Hans Frei (30 April 1868 – 14 March 1947) was a Swiss artist working primarily in medal art, engraving and sculpture. His practice was centred on medals and plaques, and extended to funerary monuments and public commemorative works.

== Biography ==
Hans Frei was born in Basel on 30 April 1868. He first trained as an engraver and took evening classes in drawing and sculptural modelling in Basel. From 1889, he spent several years studying and working outside Switzerland, including periods in Vienna, Berlin and Cologne. In 1889–1890, he also worked in Munich and Vienna as an engraver and attended Stefan Schwartz’s school for goldsmithing and chasing. In 1893, he studied at the École des arts industriels and the École des Beaux-Arts in Geneva. He continued his training in Paris from 1894 to 1896 at the École des arts décoratifs and the Académie Julian.

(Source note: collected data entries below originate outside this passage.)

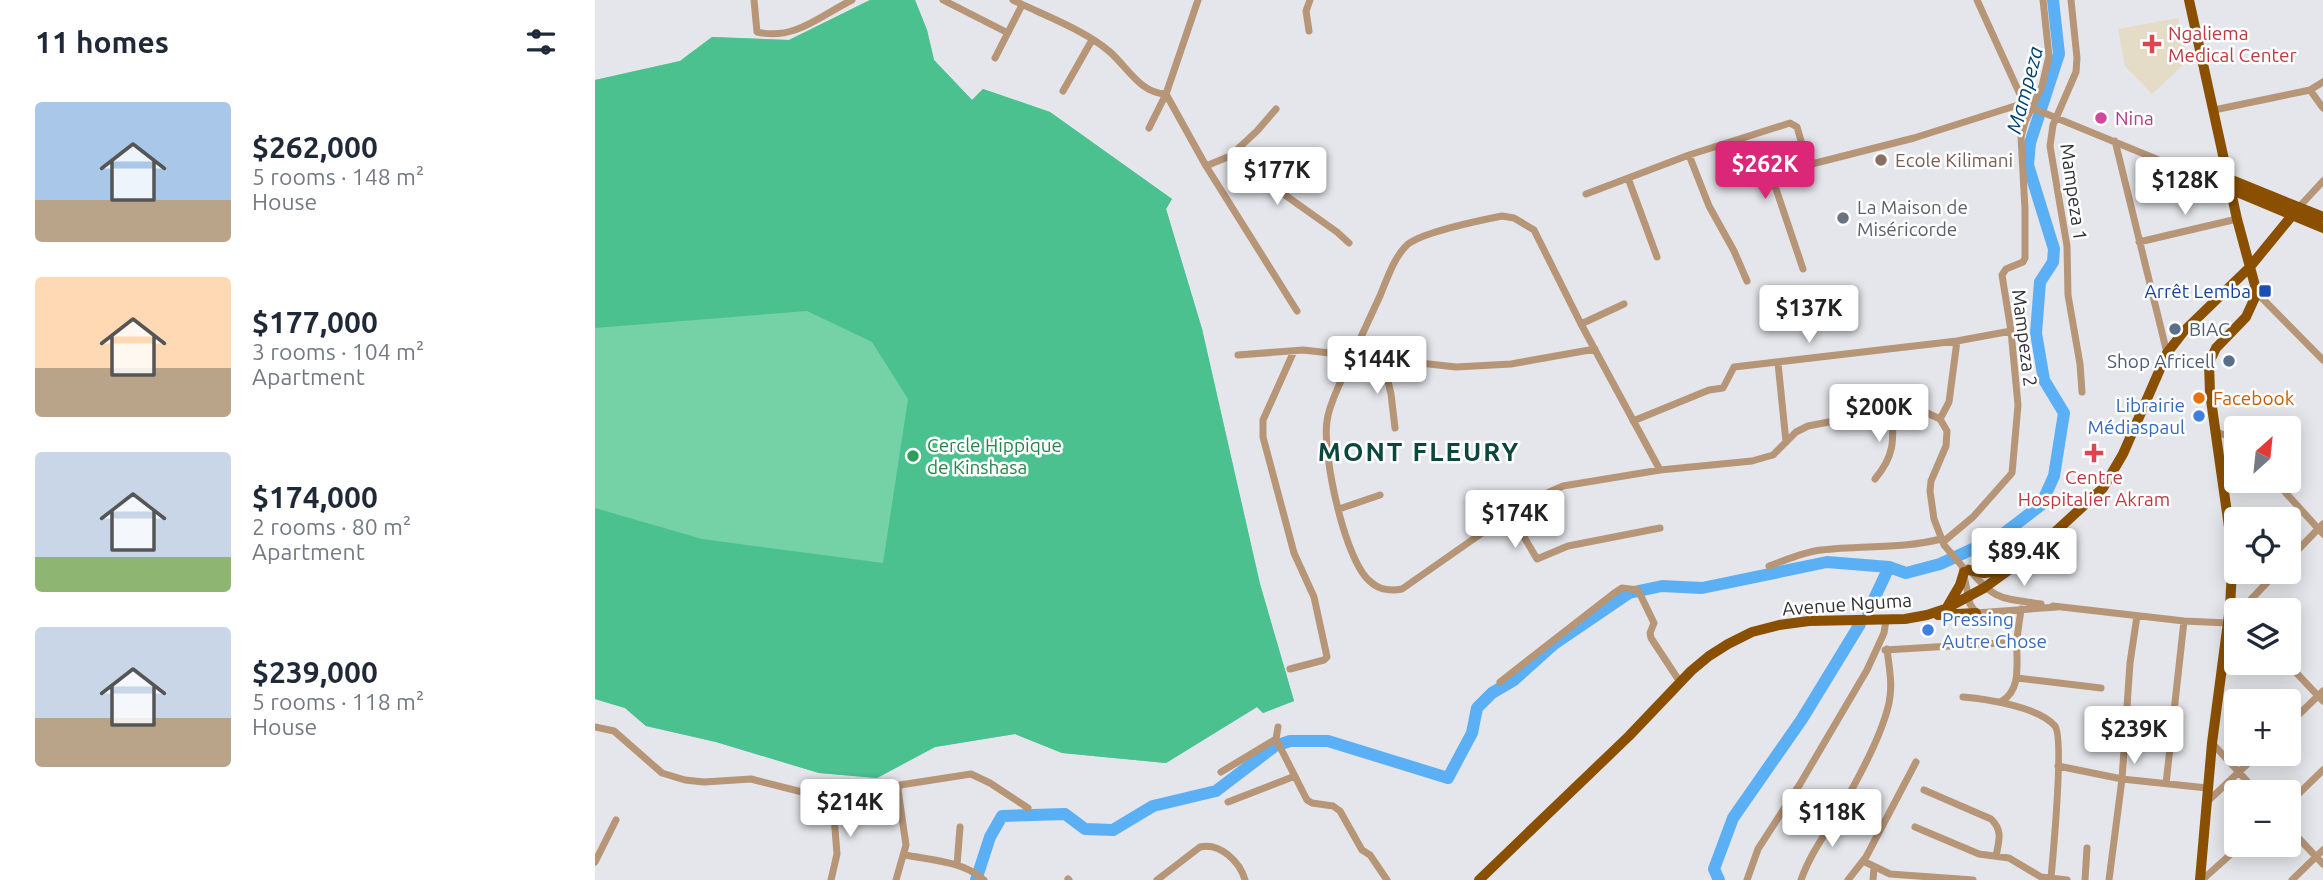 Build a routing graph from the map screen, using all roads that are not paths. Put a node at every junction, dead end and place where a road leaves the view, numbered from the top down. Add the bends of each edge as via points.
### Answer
1 (754, 0) edge
2 (852, 0) edge
3 (943, 0) edge
4 (1013, 0) edge
5 (1198, 0) edge
6 (1310, 0) edge
7 (1977, 0) edge
8 (2043, 0) edge
9 (2071, 0) edge
10 (2189, 0) edge
11 (1022, 5) junction
12 (1309, 31) dead end
13 (1008, 33) junction
14 (1092, 40) junction
15 (995, 58) dead end
16 (2323, 82) edge
17 (2310, 90) junction
18 (1063, 92) dead end
19 (1166, 94) junction
20 (2023, 101) junction
21 (2323, 108) edge
22 (1276, 109) dead end
23 (2034, 109) junction
24 (2214, 110) junction
25 (2055, 117) junction
26 (1149, 128) dead end
27 (2115, 141) junction
28 (1689, 155) junction
29 (1230, 156) junction
30 (1808, 165) junction
31 (1206, 166) junction
32 (2199, 177) junction
33 (1628, 178) junction
34 (2229, 178) junction
35 (2323, 181) edge
36 (2232, 190) junction
37 (1586, 194) dead end
38 (2296, 211) junction
39 (2323, 217) edge
40 (2237, 219) junction
41 (2323, 228) edge
42 (2139, 242) junction
43 (1349, 243) dead end
44 (1657, 257) dead end
45 (2249, 268) junction
46 (1803, 270) dead end
47 (1747, 281) dead end
48 (2257, 293) junction
49 (1624, 304) dead end
50 (1297, 311) dead end
51 (1581, 324) junction
52 (2011, 331) junction
53 (1957, 341) junction
54 (1595, 349) junction
55 (1294, 351) junction
56 (2167, 353) junction
57 (1238, 355) dead end
58 (1352, 356) junction
59 (1383, 360) junction
60 (2323, 360) edge
61 (1778, 363) junction
62 (2082, 392) dead end
63 (1892, 413) junction
64 (1940, 419) junction
65 (1633, 421) junction
66 (1395, 428) dead end
67 (2216, 432) junction
68 (2224, 435) edge
69 (1786, 442) junction
70 (1660, 470) junction
71 (1875, 479) dead end
72 (2287, 494) edge
73 (1380, 495) dead end
74 (1339, 509) junction
75 (1510, 513) junction
76 (1660, 528) dead end
77 (2321, 529) edge
78 (1944, 543) junction
79 (2301, 548) edge
80 (1769, 565) dead end
81 (1965, 568) junction
82 (2010, 569) junction
83 (2265, 584) edge
84 (1984, 588) junction
85 (1968, 597) junction
86 (2229, 598) edge
87 (2252, 598) edge
88 (2057, 607) junction
89 (1945, 609) junction
90 (2021, 609) junction
91 (1976, 613) junction
92 (1927, 615) junction
93 (2137, 615) junction
94 (1886, 620) junction
95 (2184, 621) junction
96 (2224, 623) edge
97 (2017, 642) junction
98 (1887, 649) junction
99 (1877, 650) junction
100 (2224, 651) edge
101 (1290, 669) dead end
102 (2299, 675) edge
103 (2017, 678) junction
104 (1500, 682) dead end
105 (1680, 682) junction
106 (2101, 688) dead end
107 (2321, 696) edge
108 (1963, 697) dead end
109 (2002, 701) junction
110 (2301, 714) edge
111 (595, 727) edge
112 (1278, 727) dead end
113 (1278, 741) junction
114 (2211, 743) junction
115 (1916, 762) dead end
116 (2058, 766) junction
117 (2246, 766) edge
118 (2323, 771) edge
119 (1221, 772) dead end
120 (2240, 772) junction
121 (1295, 776) junction
122 (2122, 779) junction
123 (2247, 780) edge
124 (2166, 784) junction
125 (2207, 788) junction
126 (1924, 790) dead end
127 (2301, 792) edge
128 (1228, 802) dead end
129 (2207, 803) junction
130 (1028, 808) dead end
131 (616, 820) dead end
132 (960, 827) dead end
133 (1915, 827) dead end
134 (2301, 841) edge
135 (2087, 848) dead end
136 (2323, 850) edge
137 (905, 855) junction
138 (1996, 856) junction
139 (2227, 857) edge
140 (2316, 857) junction
141 (1863, 861) junction
142 (595, 862) edge
143 (2323, 864) edge
144 (957, 865) junction
145 (1874, 868) junction
146 (1889, 877) edge
147 (1908, 877) edge
148 (2051, 878) junction
149 (2041, 879) edge
150 (831, 880) edge
151 (896, 880) edge
152 (984, 880) edge
153 (1157, 880) edge
154 (1245, 880) edge
155 (1387, 880) edge
156 (1479, 880) edge
157 (1747, 880) edge
158 (1801, 880) edge
159 (1848, 880) edge
160 (1873, 880) edge
161 (1973, 880) edge
162 (2067, 880) edge
163 (2085, 880) edge
164 (2109, 880) edge
165 (2201, 880) edge
166 (2292, 880) edge

1 - 2 street via 757,32 768,34 798,31
3 - 13 street
4 - 11 street
5 - 19 street
6 - 12 street
7 - 20 street
8 - 23 street, Mampeza 2 via 2049,56
9 - 25 street, Mampeza 1 via 2077,65
10 - 24 main road
11 - 13 street
11 - 14 street
13 - 15 street
14 - 18 street
14 - 19 street via 1145,88
16 - 17 street
17 - 21 street
17 - 24 street
19 - 26 street
19 - 31 street
20 - 23 street
20 - 30 street via 1914,138
22 - 29 street
23 - 25 street
23 - 52 street, Mampeza 2 via 2021,137 2024,260 2002,275
24 - 34 main road
25 - 27 street
25 - 62 street, Mampeza 1 via 2050,146 2067,246 2068,295
27 - 32 street
27 - 42 street
28 - 30 street via 1790,123 1797,127
28 - 33 street
28 - 47 street
29 - 31 street
29 - 43 street
30 - 46 street via 1773,180
31 - 50 street
32 - 34 street
32 - 36 street
33 - 37 street
33 - 44 street
34 - 36 main road
34 - 38 main road
35 - 38 street
36 - 38 main road
36 - 40 main road
38 - 39 main road
38 - 41 main road
38 - 45 main road, Avenue Nguma
40 - 42 street
40 - 45 main road
42 - 56 street
45 - 48 main road
45 - 56 main road, Avenue Nguma
48 - 60 street
48 - 67 main road via 2246,317 2216,348 2209,363
49 - 51 street
51 - 54 street
51 - 58 street via 1534,230 1502,216 1406,245
52 - 53 street
52 - 78 street, Mampeza 2 via 2018,413 2012,472
53 - 61 street
53 - 64 street via 1949,402
54 - 59 street via 1467,367
54 - 65 street
55 - 57 street
55 - 58 street
55 - 101 street via 1263,421 1263,437 1294,553 1314,597 1327,657
56 - 82 main road, Avenue Nguma via 2123,454 2103,488
58 - 59 street
58 - 74 street via 1331,405 1326,434
59 - 66 street
61 - 65 street via 1734,367 1723,388
61 - 69 street
63 - 64 street via 1923,411
63 - 69 street via 1808,426
63 - 71 street via 1888,464
64 - 78 street via 1948,438 1930,491
65 - 70 street
67 - 68 street
67 - 86 main road via 2232,555
69 - 70 street via 1767,458
70 - 75 street via 1563,486
72 - 77 street
73 - 74 street
74 - 75 street via 1365,577 1395,590 1414,583
75 - 76 street via 1537,559 1568,546
77 - 79 street
78 - 80 street via 1818,550
78 - 81 street
81 - 82 main road via 1984,573
81 - 84 street
81 - 85 street
81 - 89 main road
82 - 84 main road, Avenue Nguma
83 - 87 street
84 - 85 main road, Avenue Nguma
84 - 88 street via 2003,599
85 - 89 main road, Avenue Nguma
85 - 91 street
88 - 90 street
88 - 93 street
89 - 92 main road, Avenue Nguma
90 - 91 street
90 - 97 street
91 - 92 main road
92 - 94 main road, Avenue Nguma
93 - 95 street
93 - 122 street
94 - 99 street
94 - 105 main road, Avenue Nguma via 1809,621 1752,632 1709,656
95 - 96 street
95 - 124 street
97 - 98 street
97 - 103 street
98 - 99 street
98 - 158 street via 1891,681 1880,731
99 - 157 street via 1758,849
100 - 114 main road
102 - 107 street
103 - 106 street
103 - 109 street
104 - 105 street via 1622,588 1638,591 1654,623 1651,638
105 - 156 main road, Avenue Nguma
107 - 110 street
108 - 109 street
109 - 116 street via 2056,727
111 - 150 street via 614,732 662,773 704,782 756,780 830,799 837,854
112 - 113 street
113 - 119 street
113 - 121 street
114 - 120 street
114 - 125 main road
115 - 141 street
116 - 122 street
116 - 148 street
117 - 120 street
118 - 127 street
120 - 123 street
120 - 129 street
121 - 128 street
121 - 155 street via 1309,802 1339,811
122 - 124 street
122 - 164 street
124 - 125 street
125 - 129 main road
126 - 138 street via 1998,825
129 - 165 main road
130 - 137 street via 974,775 901,784
131 - 142 street
132 - 144 street
133 - 138 street via 1979,854
134 - 140 street
135 - 163 street
136 - 140 street
137 - 144 street
137 - 151 street
138 - 149 street via 2009,858
139 - 165 street
140 - 143 street
140 - 166 street
141 - 145 street
141 - 159 street
144 - 152 street
145 - 146 street
145 - 160 street
146 - 147 street
147 - 161 street
148 - 149 street
148 - 162 street
153 - 154 street via 1207,845 1239,866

Frei returned to Basel in 1898, while continuing to maintain a second studio in Paris until 1908. In 1899, he married Emma Wenk of Riehen. Frei was based in Riehen from 1918. After 34 years in the Swiss Numismatic Society, he was made an honorary member in 1933. He died in Riehen on 14 March 1947.

== Work ==
Frei worked across sculpture and applied metal arts, with medals and plaques forming the centre of his practice. He produced more than 450 medals and plaques for anniversaries, public events and shooting festivals. His wider work included engraving, chased metalwork, seals, jewellery reliefs and metal reliefs for funerary and commemorative monuments.

His medals were made using both struck and cast techniques. After 1905, he developed his own casting process. His public and commemorative works included the grave monument of Albert Anker in Ins, a fountain made for the 400th anniversary of Riehen’s affiliation with Basel, and work for the Conrad Ferdinand Meyer fountain in Engelberg. Works by Frei are held in collections including the Historisches Museum Basel, the Bernisches Historisches Museum, the Swiss National Museum, the Koninklijk Penningkabinet in Leiden and the Cabinet des Médailles of the Bibliothèque nationale de France.

Frei submitted three plaques to the sculpture event of the art competitions at the 1924 Summer Olympics: Footballer, Ice skater and The winner.